Impaired PPAR gamma activation by cadmium exacerbates infection-induced lung injury

Emerging data indicate an association between environmental heavy metal exposure and lung disease, including lower respiratory tract infections (LRTIs). Here, we show by single-cell RNA sequencing an increase in Pparg gene expression in lung macrophages from mice exposed to cadmium and/or infected with Streptococcus pneumoniae. However, the heavy metal cadmium or infection mediated an inhibitory posttranslational modification of peroxisome proliferatoractivated receptor gamma (PPAR gamma) to exacerbate LRTIs. Cadmium and infection increased ERK activation to regulate PPAR gamma degradation in monocyte-derived macrophages.

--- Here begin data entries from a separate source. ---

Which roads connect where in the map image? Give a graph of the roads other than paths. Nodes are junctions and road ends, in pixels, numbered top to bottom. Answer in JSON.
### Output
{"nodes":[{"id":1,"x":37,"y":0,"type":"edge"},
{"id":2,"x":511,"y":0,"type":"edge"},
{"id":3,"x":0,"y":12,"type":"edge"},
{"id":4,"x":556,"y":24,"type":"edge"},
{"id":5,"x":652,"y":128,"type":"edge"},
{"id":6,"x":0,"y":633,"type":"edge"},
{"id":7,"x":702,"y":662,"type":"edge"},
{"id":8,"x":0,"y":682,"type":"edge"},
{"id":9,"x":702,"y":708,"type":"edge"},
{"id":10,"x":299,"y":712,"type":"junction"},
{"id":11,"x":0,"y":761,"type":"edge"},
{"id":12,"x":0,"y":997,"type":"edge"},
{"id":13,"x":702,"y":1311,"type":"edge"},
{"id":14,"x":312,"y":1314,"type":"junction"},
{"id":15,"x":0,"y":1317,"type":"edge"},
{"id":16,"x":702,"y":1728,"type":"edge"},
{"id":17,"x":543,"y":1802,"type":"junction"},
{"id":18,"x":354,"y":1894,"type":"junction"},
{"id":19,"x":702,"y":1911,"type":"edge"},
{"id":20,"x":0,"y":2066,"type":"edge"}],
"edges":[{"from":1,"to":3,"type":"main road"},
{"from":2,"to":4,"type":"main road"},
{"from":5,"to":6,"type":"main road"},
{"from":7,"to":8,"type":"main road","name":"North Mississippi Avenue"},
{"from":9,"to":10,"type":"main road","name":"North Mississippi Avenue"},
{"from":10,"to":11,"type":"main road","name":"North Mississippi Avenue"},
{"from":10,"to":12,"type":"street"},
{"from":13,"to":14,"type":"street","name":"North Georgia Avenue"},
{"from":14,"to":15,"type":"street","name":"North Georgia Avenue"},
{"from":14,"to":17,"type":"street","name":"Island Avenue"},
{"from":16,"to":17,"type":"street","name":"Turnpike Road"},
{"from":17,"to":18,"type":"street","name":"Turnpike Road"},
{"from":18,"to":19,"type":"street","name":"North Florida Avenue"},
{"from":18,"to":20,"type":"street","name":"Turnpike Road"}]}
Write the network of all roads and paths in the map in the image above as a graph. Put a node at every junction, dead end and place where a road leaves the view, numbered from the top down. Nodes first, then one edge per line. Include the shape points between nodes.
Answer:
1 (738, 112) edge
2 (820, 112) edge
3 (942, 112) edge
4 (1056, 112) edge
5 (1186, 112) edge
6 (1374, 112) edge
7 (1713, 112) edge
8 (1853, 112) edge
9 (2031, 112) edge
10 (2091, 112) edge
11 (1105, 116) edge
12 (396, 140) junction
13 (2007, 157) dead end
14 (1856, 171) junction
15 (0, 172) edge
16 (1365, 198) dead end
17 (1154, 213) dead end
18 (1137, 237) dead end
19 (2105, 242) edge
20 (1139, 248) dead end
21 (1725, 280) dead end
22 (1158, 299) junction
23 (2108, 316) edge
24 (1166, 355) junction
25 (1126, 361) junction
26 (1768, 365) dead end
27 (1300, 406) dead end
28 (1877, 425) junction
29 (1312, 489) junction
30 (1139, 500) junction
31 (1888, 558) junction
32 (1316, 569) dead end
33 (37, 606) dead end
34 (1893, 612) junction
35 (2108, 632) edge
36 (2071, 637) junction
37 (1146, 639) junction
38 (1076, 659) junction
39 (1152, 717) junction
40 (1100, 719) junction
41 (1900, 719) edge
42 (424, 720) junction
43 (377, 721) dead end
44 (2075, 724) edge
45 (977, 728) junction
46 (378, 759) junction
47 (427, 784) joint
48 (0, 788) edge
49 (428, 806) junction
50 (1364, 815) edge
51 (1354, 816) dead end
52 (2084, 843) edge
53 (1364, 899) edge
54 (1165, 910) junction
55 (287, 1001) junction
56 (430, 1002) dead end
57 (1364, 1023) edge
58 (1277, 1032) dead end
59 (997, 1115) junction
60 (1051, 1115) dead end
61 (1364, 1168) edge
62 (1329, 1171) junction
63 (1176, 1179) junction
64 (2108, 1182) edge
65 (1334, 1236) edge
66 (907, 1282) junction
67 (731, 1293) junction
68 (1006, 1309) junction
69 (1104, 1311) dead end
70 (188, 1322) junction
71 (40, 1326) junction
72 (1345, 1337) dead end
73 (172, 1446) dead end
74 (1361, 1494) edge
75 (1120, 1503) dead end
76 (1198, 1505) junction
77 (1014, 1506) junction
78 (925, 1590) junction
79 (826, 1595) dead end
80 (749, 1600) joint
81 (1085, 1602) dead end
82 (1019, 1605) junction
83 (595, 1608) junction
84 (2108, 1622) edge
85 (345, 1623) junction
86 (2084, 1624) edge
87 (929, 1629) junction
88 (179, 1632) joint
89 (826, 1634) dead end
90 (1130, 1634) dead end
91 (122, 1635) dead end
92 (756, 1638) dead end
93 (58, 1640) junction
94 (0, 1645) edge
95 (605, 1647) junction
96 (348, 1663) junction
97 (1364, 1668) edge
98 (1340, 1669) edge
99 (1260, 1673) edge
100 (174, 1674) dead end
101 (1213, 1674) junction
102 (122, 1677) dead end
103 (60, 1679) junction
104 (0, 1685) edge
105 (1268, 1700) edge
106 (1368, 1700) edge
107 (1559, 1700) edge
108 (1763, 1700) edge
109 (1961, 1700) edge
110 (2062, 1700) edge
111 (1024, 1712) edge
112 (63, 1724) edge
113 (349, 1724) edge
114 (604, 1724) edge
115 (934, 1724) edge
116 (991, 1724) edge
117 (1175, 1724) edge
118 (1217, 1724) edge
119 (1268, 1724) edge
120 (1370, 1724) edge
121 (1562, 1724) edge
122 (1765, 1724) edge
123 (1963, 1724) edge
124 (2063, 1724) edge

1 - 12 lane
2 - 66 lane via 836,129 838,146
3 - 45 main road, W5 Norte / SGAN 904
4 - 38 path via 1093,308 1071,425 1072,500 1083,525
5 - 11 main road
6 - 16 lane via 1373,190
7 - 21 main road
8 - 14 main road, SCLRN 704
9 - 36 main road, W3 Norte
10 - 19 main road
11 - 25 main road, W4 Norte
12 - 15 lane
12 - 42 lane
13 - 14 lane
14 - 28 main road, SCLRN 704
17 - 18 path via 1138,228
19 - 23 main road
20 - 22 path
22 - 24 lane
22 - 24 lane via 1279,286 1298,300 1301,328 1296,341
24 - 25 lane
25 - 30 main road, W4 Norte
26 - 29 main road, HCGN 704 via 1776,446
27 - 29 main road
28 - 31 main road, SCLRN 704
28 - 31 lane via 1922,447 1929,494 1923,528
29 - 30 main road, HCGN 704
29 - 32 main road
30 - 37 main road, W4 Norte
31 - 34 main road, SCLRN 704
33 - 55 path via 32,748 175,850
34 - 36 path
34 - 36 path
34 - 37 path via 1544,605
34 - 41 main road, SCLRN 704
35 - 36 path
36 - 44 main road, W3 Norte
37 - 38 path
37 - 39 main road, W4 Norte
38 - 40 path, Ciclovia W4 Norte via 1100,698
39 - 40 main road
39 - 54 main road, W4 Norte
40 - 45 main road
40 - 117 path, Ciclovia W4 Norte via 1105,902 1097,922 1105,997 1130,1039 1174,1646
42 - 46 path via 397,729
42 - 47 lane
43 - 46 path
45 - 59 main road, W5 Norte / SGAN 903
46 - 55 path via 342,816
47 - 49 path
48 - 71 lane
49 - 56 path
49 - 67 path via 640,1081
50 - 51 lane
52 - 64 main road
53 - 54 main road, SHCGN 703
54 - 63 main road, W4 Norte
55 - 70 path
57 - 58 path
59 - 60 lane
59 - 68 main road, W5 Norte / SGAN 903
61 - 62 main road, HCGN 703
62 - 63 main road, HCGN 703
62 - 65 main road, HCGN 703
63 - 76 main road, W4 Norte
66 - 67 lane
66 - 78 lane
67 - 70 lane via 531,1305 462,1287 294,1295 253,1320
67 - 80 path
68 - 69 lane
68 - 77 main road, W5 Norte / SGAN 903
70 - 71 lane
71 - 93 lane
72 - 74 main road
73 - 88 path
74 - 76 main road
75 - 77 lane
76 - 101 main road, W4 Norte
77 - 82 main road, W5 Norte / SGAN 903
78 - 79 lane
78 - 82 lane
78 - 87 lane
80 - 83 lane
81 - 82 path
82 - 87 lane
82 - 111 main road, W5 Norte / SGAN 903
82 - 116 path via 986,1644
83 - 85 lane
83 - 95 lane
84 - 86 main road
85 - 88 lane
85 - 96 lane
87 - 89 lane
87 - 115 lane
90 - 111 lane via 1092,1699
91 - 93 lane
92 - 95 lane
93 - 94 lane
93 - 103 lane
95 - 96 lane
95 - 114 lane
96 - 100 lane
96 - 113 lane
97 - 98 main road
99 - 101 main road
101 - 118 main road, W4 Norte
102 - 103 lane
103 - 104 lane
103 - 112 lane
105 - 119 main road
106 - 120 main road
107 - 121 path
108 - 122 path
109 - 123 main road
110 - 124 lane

Mice harboring a conditional deletion of Pparg in monocyte-derived macrophages had more severe S. pneumoniae infection after cadmium exposure, showed greater lung injury, and had increased mortality. Inhibition of ERK activation with BVD-523 protected mice from lung injury after cadmium exposure or infection. Moreover, individuals residing in areas of high air cadmium levels had increased cadmium concentration in their bronchoalveolar lavage (BAL) fluid, increased barrier dysfunction, and showed PPAR gamma inhibition that was mediated, at least in part, by ERK activation in isolated BAL cells. These observations suggest that impaired activation of PPAR gamma in monocyte-derived macrophages exacerbates lung injury and the severity of LRTIs.